--- Available data ---
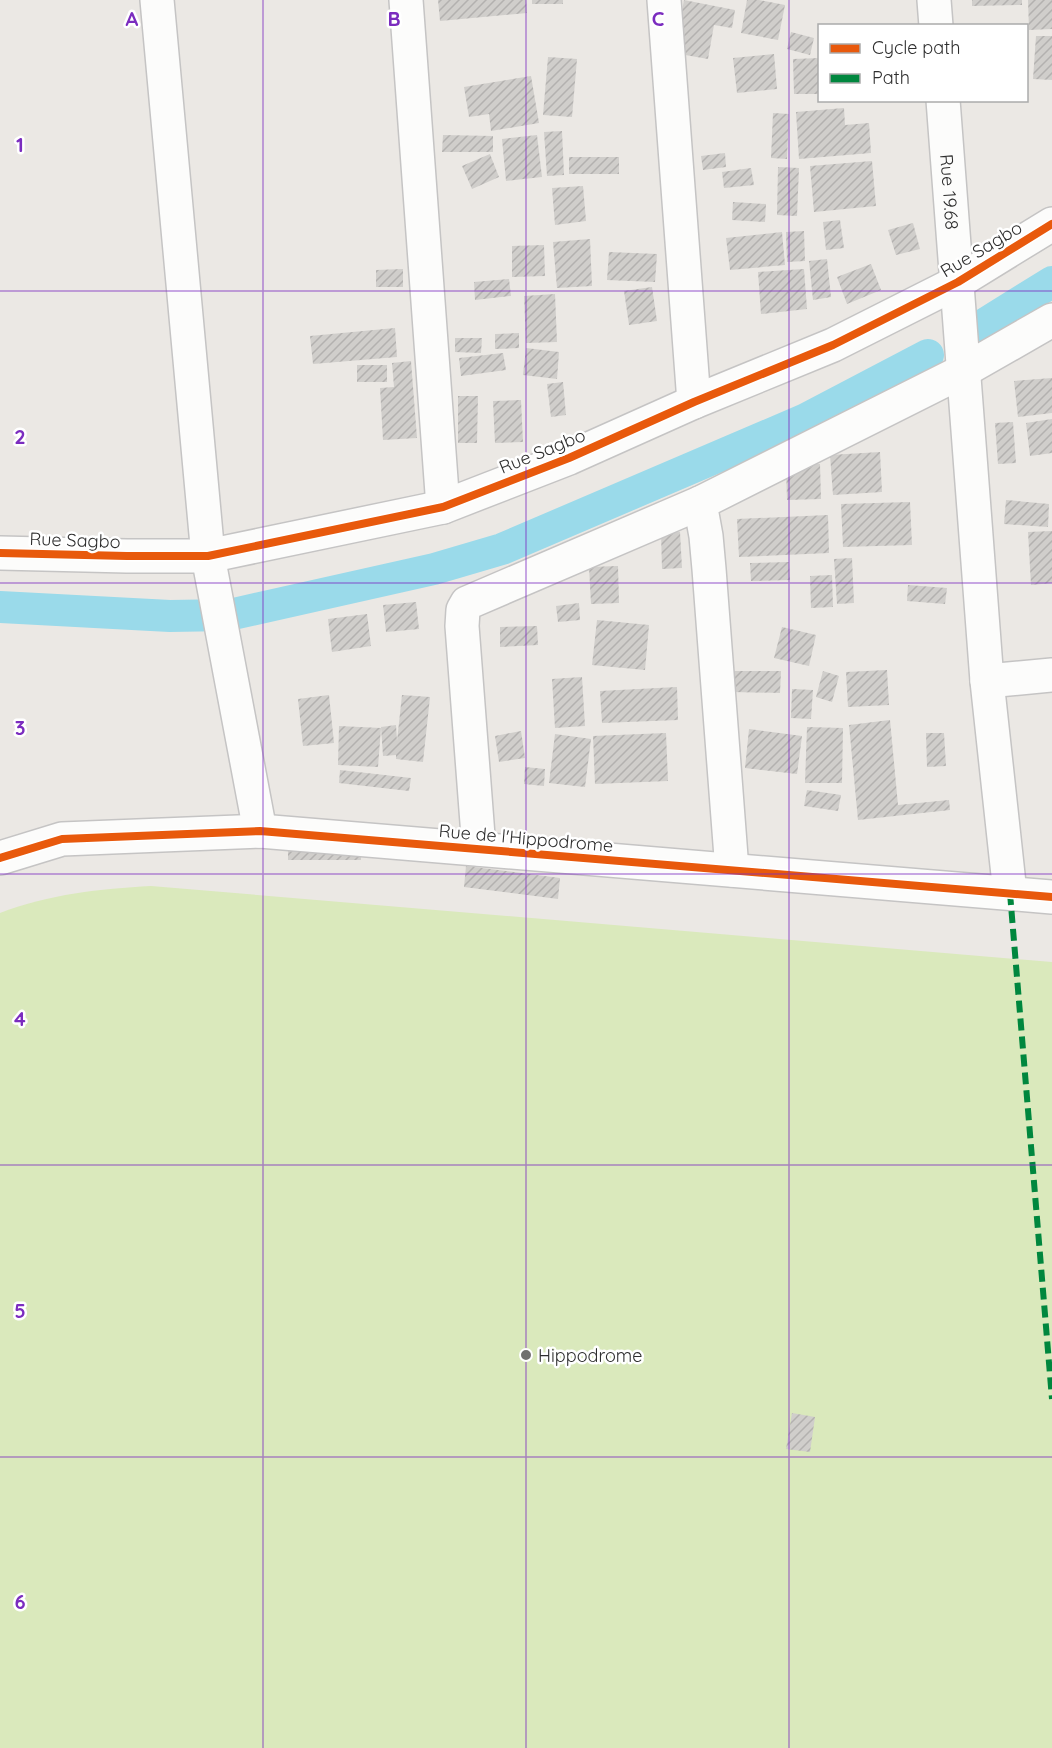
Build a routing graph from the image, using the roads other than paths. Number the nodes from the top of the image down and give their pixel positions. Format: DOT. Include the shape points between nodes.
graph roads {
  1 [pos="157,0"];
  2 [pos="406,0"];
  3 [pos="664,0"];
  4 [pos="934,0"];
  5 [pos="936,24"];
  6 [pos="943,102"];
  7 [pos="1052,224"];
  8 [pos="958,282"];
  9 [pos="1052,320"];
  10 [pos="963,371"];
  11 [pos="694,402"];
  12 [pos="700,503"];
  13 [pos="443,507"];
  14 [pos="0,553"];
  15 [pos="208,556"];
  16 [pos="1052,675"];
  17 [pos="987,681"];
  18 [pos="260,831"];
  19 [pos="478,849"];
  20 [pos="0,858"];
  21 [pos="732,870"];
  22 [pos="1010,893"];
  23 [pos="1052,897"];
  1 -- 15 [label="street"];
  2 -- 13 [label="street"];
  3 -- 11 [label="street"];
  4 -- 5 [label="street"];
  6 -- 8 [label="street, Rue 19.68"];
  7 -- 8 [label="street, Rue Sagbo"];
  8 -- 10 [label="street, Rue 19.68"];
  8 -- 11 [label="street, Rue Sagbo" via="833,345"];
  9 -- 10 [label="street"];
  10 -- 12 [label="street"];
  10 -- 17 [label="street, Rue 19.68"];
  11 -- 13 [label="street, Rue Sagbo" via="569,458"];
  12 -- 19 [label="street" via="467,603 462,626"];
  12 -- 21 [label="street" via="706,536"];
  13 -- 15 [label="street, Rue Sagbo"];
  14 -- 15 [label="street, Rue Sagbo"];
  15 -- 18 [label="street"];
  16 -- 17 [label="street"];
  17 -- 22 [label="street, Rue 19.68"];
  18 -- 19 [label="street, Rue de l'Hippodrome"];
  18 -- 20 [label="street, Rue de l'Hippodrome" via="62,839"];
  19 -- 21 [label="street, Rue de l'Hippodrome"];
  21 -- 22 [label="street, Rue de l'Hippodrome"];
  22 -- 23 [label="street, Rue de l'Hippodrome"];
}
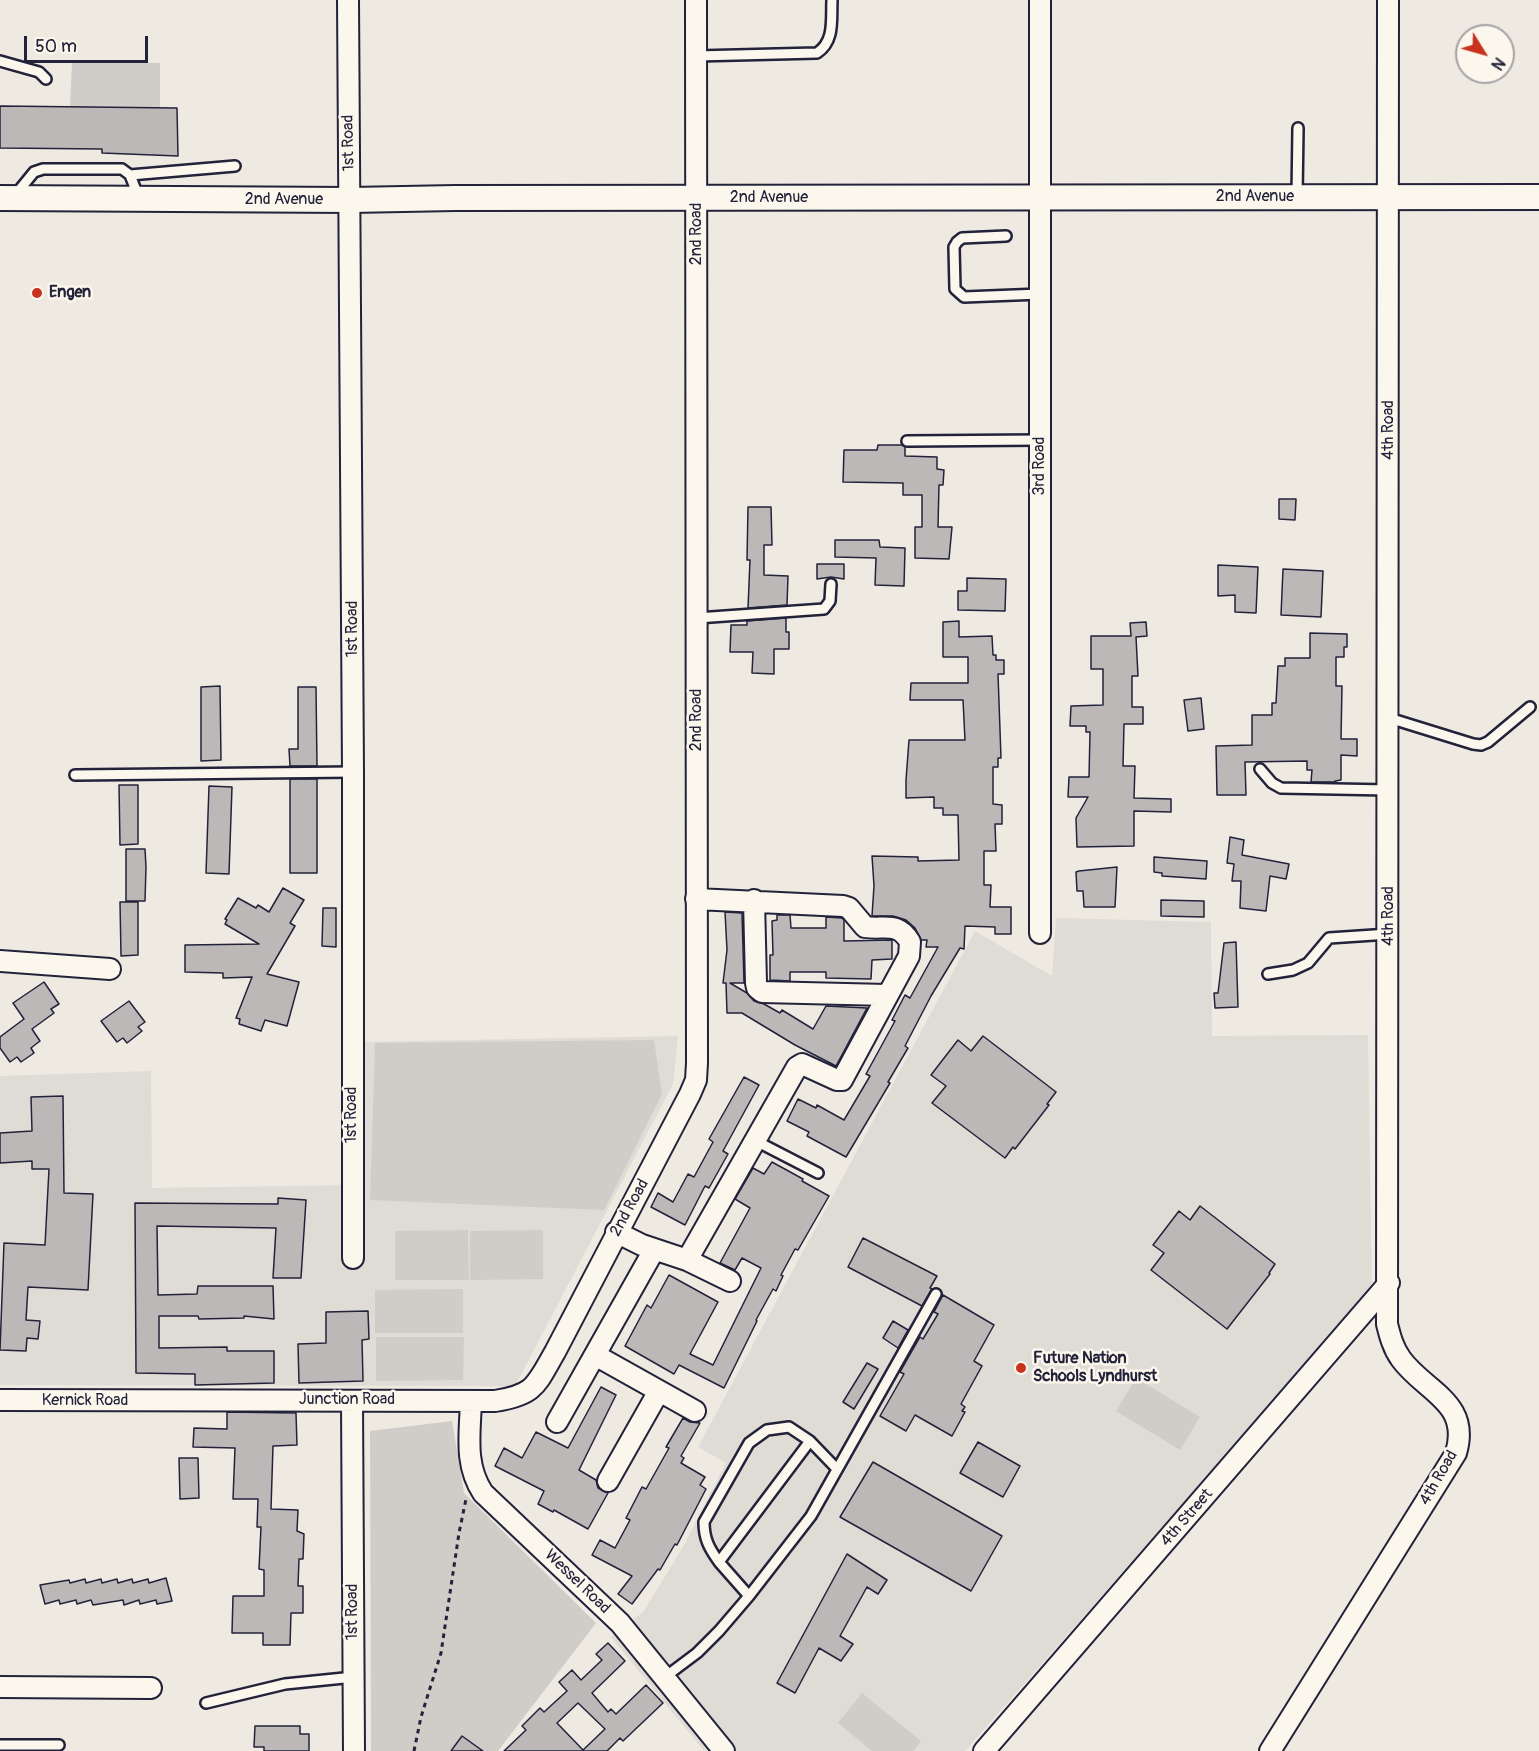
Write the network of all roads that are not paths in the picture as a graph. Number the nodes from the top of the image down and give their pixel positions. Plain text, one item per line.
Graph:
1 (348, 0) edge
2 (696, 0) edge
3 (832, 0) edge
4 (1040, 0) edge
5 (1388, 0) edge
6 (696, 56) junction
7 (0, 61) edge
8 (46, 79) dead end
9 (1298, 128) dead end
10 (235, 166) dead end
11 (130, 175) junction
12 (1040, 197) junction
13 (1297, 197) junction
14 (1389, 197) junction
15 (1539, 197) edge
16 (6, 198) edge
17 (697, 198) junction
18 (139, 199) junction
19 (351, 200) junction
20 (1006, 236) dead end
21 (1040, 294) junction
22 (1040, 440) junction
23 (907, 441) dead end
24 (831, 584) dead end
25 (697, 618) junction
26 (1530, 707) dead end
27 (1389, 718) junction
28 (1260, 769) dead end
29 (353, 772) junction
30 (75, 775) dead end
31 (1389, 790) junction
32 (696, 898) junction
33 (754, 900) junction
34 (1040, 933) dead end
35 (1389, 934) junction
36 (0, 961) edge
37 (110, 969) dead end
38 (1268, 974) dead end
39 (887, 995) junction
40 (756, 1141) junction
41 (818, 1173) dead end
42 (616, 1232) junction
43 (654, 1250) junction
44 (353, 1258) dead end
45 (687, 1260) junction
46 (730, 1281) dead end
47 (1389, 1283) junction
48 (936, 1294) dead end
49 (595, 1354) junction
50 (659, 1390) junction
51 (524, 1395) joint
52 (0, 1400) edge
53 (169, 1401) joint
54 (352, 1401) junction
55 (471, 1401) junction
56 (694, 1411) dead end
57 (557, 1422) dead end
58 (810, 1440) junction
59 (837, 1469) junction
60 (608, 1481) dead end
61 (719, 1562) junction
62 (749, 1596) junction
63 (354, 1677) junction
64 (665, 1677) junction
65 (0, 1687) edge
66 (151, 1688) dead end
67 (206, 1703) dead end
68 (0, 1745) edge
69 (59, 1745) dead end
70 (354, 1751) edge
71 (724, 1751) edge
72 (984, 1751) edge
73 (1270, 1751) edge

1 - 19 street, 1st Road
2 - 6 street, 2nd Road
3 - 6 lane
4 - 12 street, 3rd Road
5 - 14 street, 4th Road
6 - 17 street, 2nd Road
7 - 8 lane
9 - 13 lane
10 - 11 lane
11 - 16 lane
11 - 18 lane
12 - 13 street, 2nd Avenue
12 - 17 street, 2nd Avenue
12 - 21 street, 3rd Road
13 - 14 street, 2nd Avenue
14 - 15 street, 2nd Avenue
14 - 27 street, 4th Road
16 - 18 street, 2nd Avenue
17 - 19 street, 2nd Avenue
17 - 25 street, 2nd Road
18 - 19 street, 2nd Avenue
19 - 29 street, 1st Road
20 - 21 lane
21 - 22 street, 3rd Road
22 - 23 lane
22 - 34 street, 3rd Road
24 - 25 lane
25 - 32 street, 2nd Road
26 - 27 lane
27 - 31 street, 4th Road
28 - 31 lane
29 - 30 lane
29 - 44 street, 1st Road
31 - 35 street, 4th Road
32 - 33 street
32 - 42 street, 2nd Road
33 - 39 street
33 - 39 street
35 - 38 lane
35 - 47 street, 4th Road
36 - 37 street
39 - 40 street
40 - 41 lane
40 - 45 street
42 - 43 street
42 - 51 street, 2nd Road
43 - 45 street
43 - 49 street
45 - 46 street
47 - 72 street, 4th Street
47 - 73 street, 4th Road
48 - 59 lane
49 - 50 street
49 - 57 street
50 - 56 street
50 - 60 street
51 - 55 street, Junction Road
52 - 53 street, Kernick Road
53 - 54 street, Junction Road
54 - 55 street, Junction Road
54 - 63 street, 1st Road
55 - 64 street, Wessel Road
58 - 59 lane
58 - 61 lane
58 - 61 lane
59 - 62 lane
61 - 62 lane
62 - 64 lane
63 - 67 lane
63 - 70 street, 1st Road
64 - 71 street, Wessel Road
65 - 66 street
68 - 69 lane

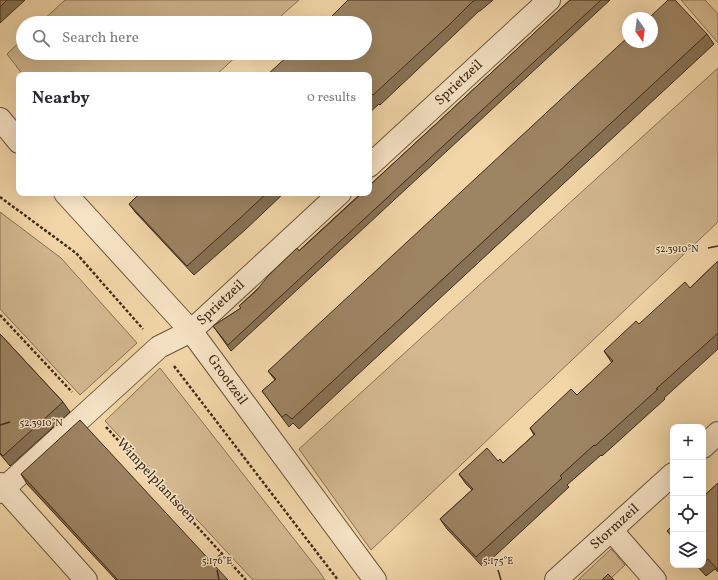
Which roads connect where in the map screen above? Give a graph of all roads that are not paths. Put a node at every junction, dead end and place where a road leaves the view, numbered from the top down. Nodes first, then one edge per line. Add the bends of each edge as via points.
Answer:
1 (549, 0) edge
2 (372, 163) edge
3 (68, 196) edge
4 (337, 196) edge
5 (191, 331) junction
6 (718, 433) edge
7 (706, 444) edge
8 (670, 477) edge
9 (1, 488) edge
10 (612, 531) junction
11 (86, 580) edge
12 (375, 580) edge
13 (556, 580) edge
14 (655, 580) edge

--- What is needed ---
For this exercise, transcribe the entries above exactly, without any pictures.

--- Written solution ---
Build a routing graph from the image, using the roads other than paths. Number the nodes from the top of the image down and give their pixel positions. Format: DOT. Include the shape points between nodes.
graph roads {
  1 [pos="157,0"];
  2 [pos="406,0"];
  3 [pos="664,0"];
  4 [pos="934,0"];
  5 [pos="936,24"];
  6 [pos="943,102"];
  7 [pos="1052,224"];
  8 [pos="958,282"];
  9 [pos="1052,320"];
  10 [pos="963,371"];
  11 [pos="694,402"];
  12 [pos="700,503"];
  13 [pos="443,507"];
  14 [pos="0,553"];
  15 [pos="208,556"];
  16 [pos="1052,675"];
  17 [pos="987,681"];
  18 [pos="260,831"];
  19 [pos="478,849"];
  20 [pos="0,858"];
  21 [pos="732,870"];
  22 [pos="1010,893"];
  23 [pos="1052,897"];
  1 -- 15 [label="street"];
  2 -- 13 [label="street"];
  3 -- 11 [label="street"];
  4 -- 5 [label="street"];
  6 -- 8 [label="street, Rue 19.68"];
  7 -- 8 [label="street, Rue Sagbo"];
  8 -- 10 [label="street, Rue 19.68"];
  8 -- 11 [label="street, Rue Sagbo" via="833,345"];
  9 -- 10 [label="street"];
  10 -- 12 [label="street"];
  10 -- 17 [label="street, Rue 19.68"];
  11 -- 13 [label="street, Rue Sagbo" via="569,458"];
  12 -- 19 [label="street" via="467,603 462,626"];
  12 -- 21 [label="street" via="706,536"];
  13 -- 15 [label="street, Rue Sagbo"];
  14 -- 15 [label="street, Rue Sagbo"];
  15 -- 18 [label="street"];
  16 -- 17 [label="street"];
  17 -- 22 [label="street, Rue 19.68"];
  18 -- 19 [label="street, Rue de l'Hippodrome"];
  18 -- 20 [label="street, Rue de l'Hippodrome" via="62,839"];
  19 -- 21 [label="street, Rue de l'Hippodrome"];
  21 -- 22 [label="street, Rue de l'Hippodrome"];
  22 -- 23 [label="street, Rue de l'Hippodrome"];
}
Write the network of all roads that are not paths in the picture as a graph. Number the nodes from the top of the image down and give their pixel positions. Plain text, one item per line.
Graph:
1 (348, 0) edge
2 (696, 0) edge
3 (832, 0) edge
4 (1040, 0) edge
5 (1388, 0) edge
6 (696, 56) junction
7 (0, 61) edge
8 (46, 79) dead end
9 (1298, 128) dead end
10 (235, 166) dead end
11 (130, 175) junction
12 (1040, 197) junction
13 (1297, 197) junction
14 (1389, 197) junction
15 (1539, 197) edge
16 (6, 198) edge
17 (697, 198) junction
18 (139, 199) junction
19 (351, 200) junction
20 (1006, 236) dead end
21 (1040, 294) junction
22 (1040, 440) junction
23 (907, 441) dead end
24 (831, 584) dead end
25 (697, 618) junction
26 (1530, 707) dead end
27 (1389, 718) junction
28 (1260, 769) dead end
29 (353, 772) junction
30 (75, 775) dead end
31 (1389, 790) junction
32 (696, 898) junction
33 (754, 900) junction
34 (1040, 933) dead end
35 (1389, 934) junction
36 (0, 961) edge
37 (110, 969) dead end
38 (1268, 974) dead end
39 (887, 995) junction
40 (756, 1141) junction
41 (818, 1173) dead end
42 (616, 1232) junction
43 (654, 1250) junction
44 (353, 1258) dead end
45 (687, 1260) junction
46 (730, 1281) dead end
47 (1389, 1283) junction
48 (936, 1294) dead end
49 (595, 1354) junction
50 (659, 1390) junction
51 (524, 1395) joint
52 (0, 1400) edge
53 (169, 1401) joint
54 (352, 1401) junction
55 (471, 1401) junction
56 (694, 1411) dead end
57 (557, 1422) dead end
58 (810, 1440) junction
59 (837, 1469) junction
60 (608, 1481) dead end
61 (719, 1562) junction
62 (749, 1596) junction
63 (354, 1677) junction
64 (665, 1677) junction
65 (0, 1687) edge
66 (151, 1688) dead end
67 (206, 1703) dead end
68 (0, 1745) edge
69 (59, 1745) dead end
70 (354, 1751) edge
71 (724, 1751) edge
72 (984, 1751) edge
73 (1270, 1751) edge

1 - 19 street, 1st Road
2 - 6 street, 2nd Road
3 - 6 lane
4 - 12 street, 3rd Road
5 - 14 street, 4th Road
6 - 17 street, 2nd Road
7 - 8 lane
9 - 13 lane
10 - 11 lane
11 - 16 lane
11 - 18 lane
12 - 13 street, 2nd Avenue
12 - 17 street, 2nd Avenue
12 - 21 street, 3rd Road
13 - 14 street, 2nd Avenue
14 - 15 street, 2nd Avenue
14 - 27 street, 4th Road
16 - 18 street, 2nd Avenue
17 - 19 street, 2nd Avenue
17 - 25 street, 2nd Road
18 - 19 street, 2nd Avenue
19 - 29 street, 1st Road
20 - 21 lane
21 - 22 street, 3rd Road
22 - 23 lane
22 - 34 street, 3rd Road
24 - 25 lane
25 - 32 street, 2nd Road
26 - 27 lane
27 - 31 street, 4th Road
28 - 31 lane
29 - 30 lane
29 - 44 street, 1st Road
31 - 35 street, 4th Road
32 - 33 street
32 - 42 street, 2nd Road
33 - 39 street
33 - 39 street
35 - 38 lane
35 - 47 street, 4th Road
36 - 37 street
39 - 40 street
40 - 41 lane
40 - 45 street
42 - 43 street
42 - 51 street, 2nd Road
43 - 45 street
43 - 49 street
45 - 46 street
47 - 72 street, 4th Street
47 - 73 street, 4th Road
48 - 59 lane
49 - 50 street
49 - 57 street
50 - 56 street
50 - 60 street
51 - 55 street, Junction Road
52 - 53 street, Kernick Road
53 - 54 street, Junction Road
54 - 55 street, Junction Road
54 - 63 street, 1st Road
55 - 64 street, Wessel Road
58 - 59 lane
58 - 61 lane
58 - 61 lane
59 - 62 lane
61 - 62 lane
62 - 64 lane
63 - 67 lane
63 - 70 street, 1st Road
64 - 71 street, Wessel Road
65 - 66 street
68 - 69 lane

Which roads connect where in the map screen above? Give a graph of all roads that are not paths. Put a node at every junction, dead end and place where a road leaves the view, numbered from the top down. Nodes first, then one edge per line. Add the bends of each edge as via points.
Answer:
1 (549, 0) edge
2 (372, 163) edge
3 (68, 196) edge
4 (337, 196) edge
5 (191, 331) junction
6 (718, 433) edge
7 (706, 444) edge
8 (670, 477) edge
9 (1, 488) edge
10 (612, 531) junction
11 (86, 580) edge
12 (375, 580) edge
13 (556, 580) edge
14 (655, 580) edge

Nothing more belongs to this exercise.